6. Incongruities and Contradictions
Our comparison of the various drafts has brought to light glaring incongruities and contradictions. Many of the claims made by the Soviet experts flagrantly contradict well-documented facts; some of them are scientifically or technically impossible. Let us recapitulate the most important points:
i.  The number of field crematoria
In all drafts (except for Shn-5, which implements nothing but an insertion) it is claimed that four transportable crematoria ovens (field crematoria) were in operation during the shooting of the Soviet POWs. Although the Soviet investigators only found two such ovens in May/June 1945, their calculation of the cremation capacity was based on the tacit assumption that there had been three of them. Later the witness Sakowski mentioned four ovens. While the final version (Shn-6) still speaks of ”four transportable crematoria ovens“ (p. 5), it then quotes the ”Ziereis confession“ according to which ”eight transportable crematoria […] were constantly in operation” (p. 8).
ii.   The capacity of the crematoria
As results from Semyonov’s first draft (Shn-1), the Soviet experts initially tried to ascribe a huge capacity to the crematoria. From their point of view, this was necessary because otherwise they would have been unable to claim such gigantic numbers of victims (one ESC report baldly stated that no fewer that 840,000 Soviet prisoners of war had been killed at Sachsenhausen). 78 [1] Since these figures were patently ridiculous from a purely technical point of view, they were tacitly dropped, and the capacity of the ovens was not even mentioned in the following drafts.

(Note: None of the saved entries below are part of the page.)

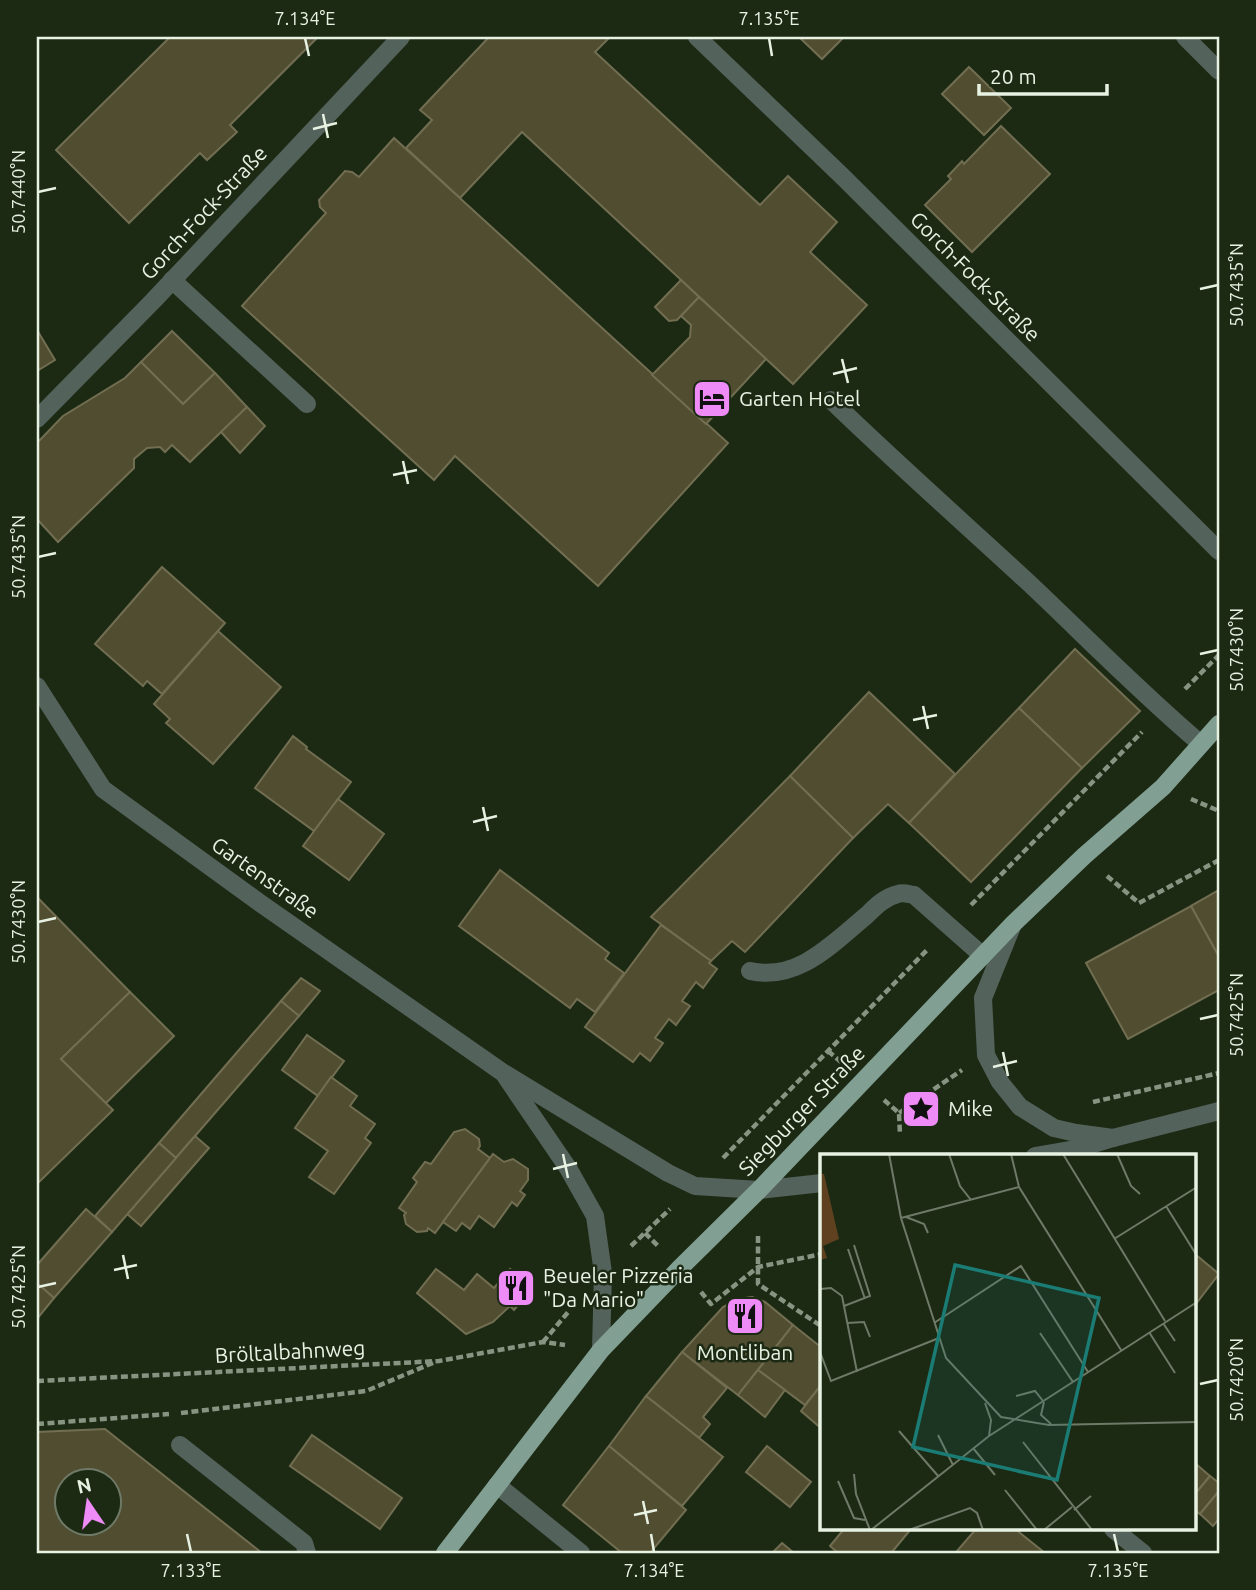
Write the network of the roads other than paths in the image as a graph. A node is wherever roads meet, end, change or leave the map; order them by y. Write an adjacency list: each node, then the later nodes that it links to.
1 (401, 37): 5 (street, Gorch-Fock-Straße)
2 (697, 37): 9 (street, Gorch-Fock-Straße)
3 (1185, 37): 4 (street)
4 (1219, 71)
5 (172, 280): 7 (street); 8 (street, Gorch-Fock-Straße)
6 (831, 400): 12 (street)
7 (307, 404)
8 (37, 419)
9 (1219, 551)
10 (37, 686): 16 (street, Gartenstraße)
11 (1219, 724): 12 (main road, Siegburger Straße)
12 (1201, 744): 13 (main road, Siegburger Straße)
13 (1013, 924): 14 (main road, Siegburger Straße); 18 (street)
14 (983, 956): 15 (street); 21 (main road, Siegburger Straße)
15 (750, 971)
16 (502, 1072): 21 (street, Gartenstraße); 22 (street, Gartenstraße)
17 (1219, 1111): 18 (street)
18 (1113, 1138): 19 (street)
19 (1046, 1154)
20 (820, 1183): 21 (street, Gartenstraße)
21 (759, 1190): 22 (main road, Siegburger Straße)
22 (601, 1350): 24 (main road, Siegburger Straße)
23 (180, 1445): 26 (street)
24 (497, 1485): 27 (main road, Siegburger Straße); 28 (street)
25 (1115, 1530): 29 (street)
26 (307, 1553)
27 (445, 1553)
28 (581, 1553)
29 (1143, 1553)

In all probability the two muffles of the small stationary crematorium which existed as early as in 1940 were only capable of incinerating the bodies of prisoners who had died from so-called ”natural causes“. The construction of the new crematorium with its four muffles was only completed in May 1942.
For the historian it would be quite interesting to ascertain the total capacity of the so-called field crematoria available during the ”Russenaktion“, because this would allow certain conclusions as to the maximum number of those shot; the various sources mention figures 6,500 and 840,000 (!). But as we have seen, the Soviet reports do not even disclose the number of ovens.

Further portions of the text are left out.